Omid Memarian tinha 14 anos e vivia em Teerão quando Khomeini condenou o escritor que, em 2007, já quase livre de perigo, haveria de ser condecorado "Sir" pela Rainha de Inglaterra. "Foi a primeira vez que o ayatollah emitiu uma fatwa contra um escritor", disse à revista 2, em declarações por Facebook, o agora jornalista freelance que colabora com a agência IPS (Inter Press Service), o serviço persa da BBC, os jornais New York Times e Los Angeles Times, entre outras publicações. "Os livros de Rushdie, antes de Os Versículos Satânicos, eram muito populares no Irão. A primeira reacção entre os leitores foi a de ir à procura das suas obras anteriores, e toda a gente esperava para ver quem iria fazer a primeira tradução para farsi, de modo a encontrar resposta para a questão: "Porquê uma fatwa por escrever um livro?""

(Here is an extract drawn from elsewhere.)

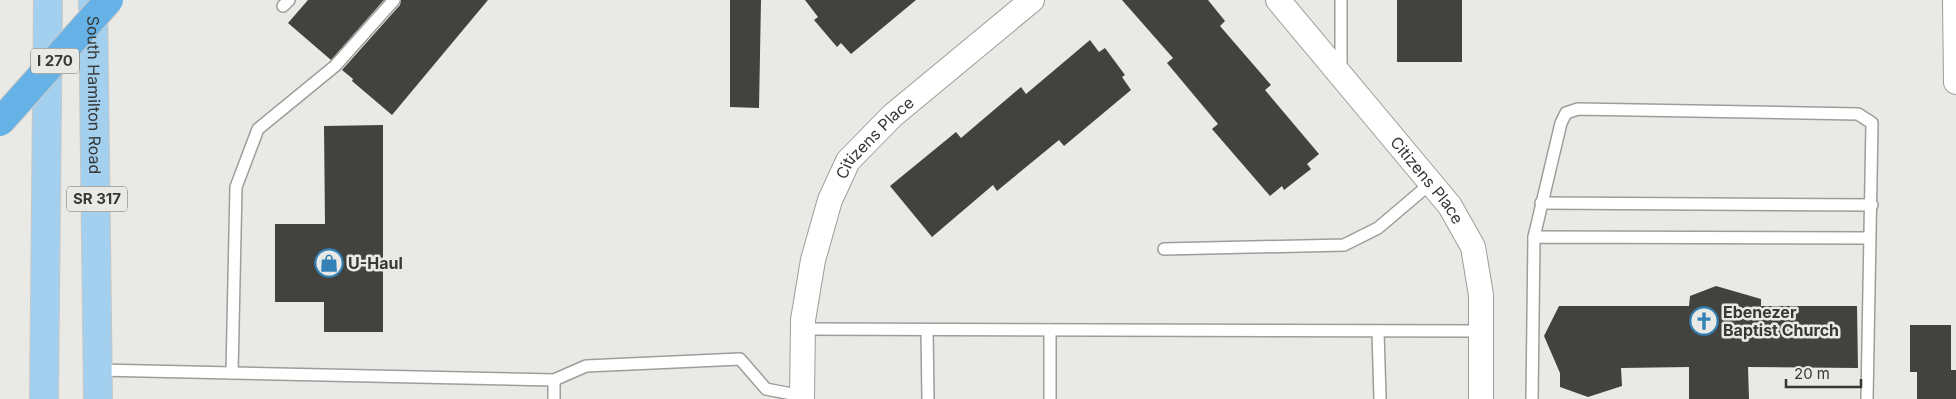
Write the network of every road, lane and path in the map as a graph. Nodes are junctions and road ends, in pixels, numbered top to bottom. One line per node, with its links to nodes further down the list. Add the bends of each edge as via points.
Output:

Para Memarian, que teve de fugir do seu país em 2004, depois de, Outubro a Dezembro, ter sido detido numa cela solitária e torturado, por ter publicado artigos em vários jornais favoráveis aos reformistas, "o incidente" com Rushdie mostrou a muitos compatriotas "a verdadeira natureza do regime islâmico". Na mesma altura, ou seja, finda a guerra com o Iraque e na sequência de uma tentativa dos Mujahedin-e Khalq (Combatentes do Povo, principal organização de resistência armada e aliada de Saddam), de conquistar o poder, "milhares de dissidentes políticos foram executados nas prisões iranianas."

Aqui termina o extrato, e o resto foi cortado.